The parameters were arriving correctly. Still, the benchmark did not start.

9. The Critical Realization

This was the moment everything became clear.

  • The problem wasn’t Proton.
  • The problem wasn’t Steam.
  • The problem wasn’t the command.

The problem was the executable’s internal logic. The Windows version of the game behaved differently from the Linux-native version. Not because Proton was failing, but because the executable itself had different behavior paths. The Linux version trusted the parameter, and the Windows version required additional internal state. Possibly Steam API confirmation. Possibly registry state. Possibly launch context validation.

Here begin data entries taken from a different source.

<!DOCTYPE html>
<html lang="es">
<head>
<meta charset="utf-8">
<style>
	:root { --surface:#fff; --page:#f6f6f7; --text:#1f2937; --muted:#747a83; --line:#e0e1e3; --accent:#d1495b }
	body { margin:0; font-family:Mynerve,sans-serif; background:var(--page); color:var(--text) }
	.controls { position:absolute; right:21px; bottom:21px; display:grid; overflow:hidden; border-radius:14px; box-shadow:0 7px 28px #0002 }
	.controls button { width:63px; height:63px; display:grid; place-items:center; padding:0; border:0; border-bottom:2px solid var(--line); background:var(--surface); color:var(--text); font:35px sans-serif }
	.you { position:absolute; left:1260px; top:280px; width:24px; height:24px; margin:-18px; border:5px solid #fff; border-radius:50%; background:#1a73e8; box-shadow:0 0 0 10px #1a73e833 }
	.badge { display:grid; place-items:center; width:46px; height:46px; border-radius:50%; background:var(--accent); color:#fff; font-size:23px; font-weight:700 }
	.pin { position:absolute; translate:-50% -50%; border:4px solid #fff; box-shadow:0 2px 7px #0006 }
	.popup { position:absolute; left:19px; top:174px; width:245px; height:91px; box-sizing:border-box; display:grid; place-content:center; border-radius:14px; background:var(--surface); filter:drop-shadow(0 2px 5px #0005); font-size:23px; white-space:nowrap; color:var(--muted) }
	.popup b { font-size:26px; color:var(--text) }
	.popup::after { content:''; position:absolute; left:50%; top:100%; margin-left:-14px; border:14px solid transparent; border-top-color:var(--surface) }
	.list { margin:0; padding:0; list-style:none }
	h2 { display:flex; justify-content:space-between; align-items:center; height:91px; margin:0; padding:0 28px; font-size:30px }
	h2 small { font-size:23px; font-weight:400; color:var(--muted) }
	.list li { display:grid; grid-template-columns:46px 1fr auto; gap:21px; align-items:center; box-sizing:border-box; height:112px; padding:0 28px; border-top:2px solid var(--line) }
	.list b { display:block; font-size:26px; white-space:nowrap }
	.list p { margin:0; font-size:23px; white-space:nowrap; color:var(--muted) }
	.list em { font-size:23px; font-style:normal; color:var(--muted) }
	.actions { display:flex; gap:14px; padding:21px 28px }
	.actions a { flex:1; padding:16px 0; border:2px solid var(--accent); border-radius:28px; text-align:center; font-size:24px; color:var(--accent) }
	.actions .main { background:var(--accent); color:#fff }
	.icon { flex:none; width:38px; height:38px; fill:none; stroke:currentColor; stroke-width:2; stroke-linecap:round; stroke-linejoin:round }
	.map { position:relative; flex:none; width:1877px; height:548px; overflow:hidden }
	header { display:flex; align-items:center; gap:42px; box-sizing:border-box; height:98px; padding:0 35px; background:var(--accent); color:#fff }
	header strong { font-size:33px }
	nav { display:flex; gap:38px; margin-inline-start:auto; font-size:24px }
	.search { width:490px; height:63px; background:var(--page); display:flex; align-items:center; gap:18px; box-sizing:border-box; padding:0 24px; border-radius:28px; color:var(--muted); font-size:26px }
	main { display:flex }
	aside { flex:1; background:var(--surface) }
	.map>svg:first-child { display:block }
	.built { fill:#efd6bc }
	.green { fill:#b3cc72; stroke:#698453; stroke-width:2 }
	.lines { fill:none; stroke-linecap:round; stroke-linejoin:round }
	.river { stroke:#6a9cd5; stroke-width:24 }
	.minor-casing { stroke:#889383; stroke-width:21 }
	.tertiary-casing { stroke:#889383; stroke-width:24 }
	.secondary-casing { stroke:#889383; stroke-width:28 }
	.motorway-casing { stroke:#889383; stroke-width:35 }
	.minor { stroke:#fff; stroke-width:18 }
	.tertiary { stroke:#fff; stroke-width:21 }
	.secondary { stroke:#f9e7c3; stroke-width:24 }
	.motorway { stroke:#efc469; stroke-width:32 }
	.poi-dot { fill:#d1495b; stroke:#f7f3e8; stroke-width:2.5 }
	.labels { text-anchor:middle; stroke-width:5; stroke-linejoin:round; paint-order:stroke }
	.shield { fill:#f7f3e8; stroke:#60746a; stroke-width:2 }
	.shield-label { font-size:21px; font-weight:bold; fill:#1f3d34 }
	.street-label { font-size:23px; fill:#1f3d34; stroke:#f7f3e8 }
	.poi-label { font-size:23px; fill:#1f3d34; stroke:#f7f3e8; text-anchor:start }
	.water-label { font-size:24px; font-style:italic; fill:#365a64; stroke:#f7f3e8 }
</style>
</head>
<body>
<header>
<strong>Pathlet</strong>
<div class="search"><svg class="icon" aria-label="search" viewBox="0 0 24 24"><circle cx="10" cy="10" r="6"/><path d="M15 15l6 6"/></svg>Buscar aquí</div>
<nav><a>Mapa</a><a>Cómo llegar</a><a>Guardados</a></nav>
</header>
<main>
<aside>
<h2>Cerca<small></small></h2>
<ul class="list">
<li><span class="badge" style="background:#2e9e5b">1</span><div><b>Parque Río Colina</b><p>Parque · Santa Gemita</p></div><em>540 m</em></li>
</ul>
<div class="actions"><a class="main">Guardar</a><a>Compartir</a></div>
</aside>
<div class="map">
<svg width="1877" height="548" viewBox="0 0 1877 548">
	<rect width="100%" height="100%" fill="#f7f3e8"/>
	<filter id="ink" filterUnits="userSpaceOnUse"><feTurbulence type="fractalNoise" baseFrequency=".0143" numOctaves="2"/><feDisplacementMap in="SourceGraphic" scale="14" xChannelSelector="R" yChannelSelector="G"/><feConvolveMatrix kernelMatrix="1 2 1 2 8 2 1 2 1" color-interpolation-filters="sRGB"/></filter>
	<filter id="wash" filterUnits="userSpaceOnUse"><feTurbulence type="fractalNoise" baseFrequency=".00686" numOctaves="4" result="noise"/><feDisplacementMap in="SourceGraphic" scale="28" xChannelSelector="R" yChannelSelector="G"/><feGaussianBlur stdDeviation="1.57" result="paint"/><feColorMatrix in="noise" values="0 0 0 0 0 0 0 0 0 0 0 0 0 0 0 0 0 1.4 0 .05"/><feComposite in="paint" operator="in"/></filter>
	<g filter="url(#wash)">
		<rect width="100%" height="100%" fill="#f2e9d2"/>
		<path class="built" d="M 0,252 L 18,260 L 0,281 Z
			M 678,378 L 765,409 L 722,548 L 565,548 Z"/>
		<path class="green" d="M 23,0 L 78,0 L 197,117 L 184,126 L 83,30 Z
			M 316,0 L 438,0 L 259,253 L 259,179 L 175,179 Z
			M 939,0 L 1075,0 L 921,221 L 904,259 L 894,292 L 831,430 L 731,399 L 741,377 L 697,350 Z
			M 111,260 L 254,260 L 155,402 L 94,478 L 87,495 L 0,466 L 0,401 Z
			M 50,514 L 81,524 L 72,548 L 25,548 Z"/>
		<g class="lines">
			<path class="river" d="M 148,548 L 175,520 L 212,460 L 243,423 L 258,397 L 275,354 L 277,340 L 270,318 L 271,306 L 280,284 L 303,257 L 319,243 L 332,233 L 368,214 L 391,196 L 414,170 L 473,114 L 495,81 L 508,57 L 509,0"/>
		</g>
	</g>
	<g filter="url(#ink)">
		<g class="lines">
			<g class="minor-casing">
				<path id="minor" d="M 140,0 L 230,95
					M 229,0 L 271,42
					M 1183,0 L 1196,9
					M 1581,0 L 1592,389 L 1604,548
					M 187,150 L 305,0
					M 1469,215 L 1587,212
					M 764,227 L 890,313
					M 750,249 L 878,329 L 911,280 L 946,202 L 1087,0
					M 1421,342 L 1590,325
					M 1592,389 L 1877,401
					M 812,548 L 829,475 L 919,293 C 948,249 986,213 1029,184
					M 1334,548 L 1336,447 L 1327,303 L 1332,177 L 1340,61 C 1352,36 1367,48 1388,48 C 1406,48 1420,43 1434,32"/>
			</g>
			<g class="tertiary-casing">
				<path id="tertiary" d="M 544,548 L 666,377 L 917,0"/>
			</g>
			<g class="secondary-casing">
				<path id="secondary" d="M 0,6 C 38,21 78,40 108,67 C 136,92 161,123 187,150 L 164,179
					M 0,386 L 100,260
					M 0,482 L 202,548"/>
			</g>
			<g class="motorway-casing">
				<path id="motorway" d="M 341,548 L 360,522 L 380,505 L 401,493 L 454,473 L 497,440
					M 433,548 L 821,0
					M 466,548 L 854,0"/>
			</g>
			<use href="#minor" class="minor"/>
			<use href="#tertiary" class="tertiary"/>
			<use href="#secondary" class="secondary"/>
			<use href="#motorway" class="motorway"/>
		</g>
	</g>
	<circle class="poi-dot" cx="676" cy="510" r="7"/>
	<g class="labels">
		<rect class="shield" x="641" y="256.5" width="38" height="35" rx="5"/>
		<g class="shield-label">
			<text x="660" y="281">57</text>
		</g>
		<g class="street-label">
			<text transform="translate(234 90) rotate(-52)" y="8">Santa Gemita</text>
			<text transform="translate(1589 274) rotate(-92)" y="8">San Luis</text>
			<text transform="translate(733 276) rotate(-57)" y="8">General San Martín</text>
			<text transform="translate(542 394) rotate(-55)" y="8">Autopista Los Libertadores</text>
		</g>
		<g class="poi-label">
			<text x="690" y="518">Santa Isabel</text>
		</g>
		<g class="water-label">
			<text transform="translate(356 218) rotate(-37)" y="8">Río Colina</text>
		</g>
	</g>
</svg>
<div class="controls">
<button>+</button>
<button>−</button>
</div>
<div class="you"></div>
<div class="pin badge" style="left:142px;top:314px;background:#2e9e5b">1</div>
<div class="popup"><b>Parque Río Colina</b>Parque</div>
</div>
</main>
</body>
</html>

Whatever the exact condition was, it wasn’t satisfied. So the executable ignored the benchmark parameter.

10. The Working Command (Even Though It Doesn't Trigger Benchmark)

The final correct Proton command remains:

SteamAppId=750920 \
SteamGameId=750920 \
STEAM_COMPAT_CLIENT_INSTALL_PATH="/home/pavel/.local/share/Steam" \
STEAM_COMPAT_DATA_PATH="/mnt/Data/Games/Steam/steamapps/compatdata/750920" \
PROTON_LOG=1 \
"/home/pavel/.local/share/Steam/compatibilitytools.d/GE-Proton9-27/proton" \
run "./SOTTR.exe" \
-benchmark -autoclose -nolauncher

It launches correctly. It passes parameters correctly. It behaves correctly. It simply does not auto-start benchmark mode.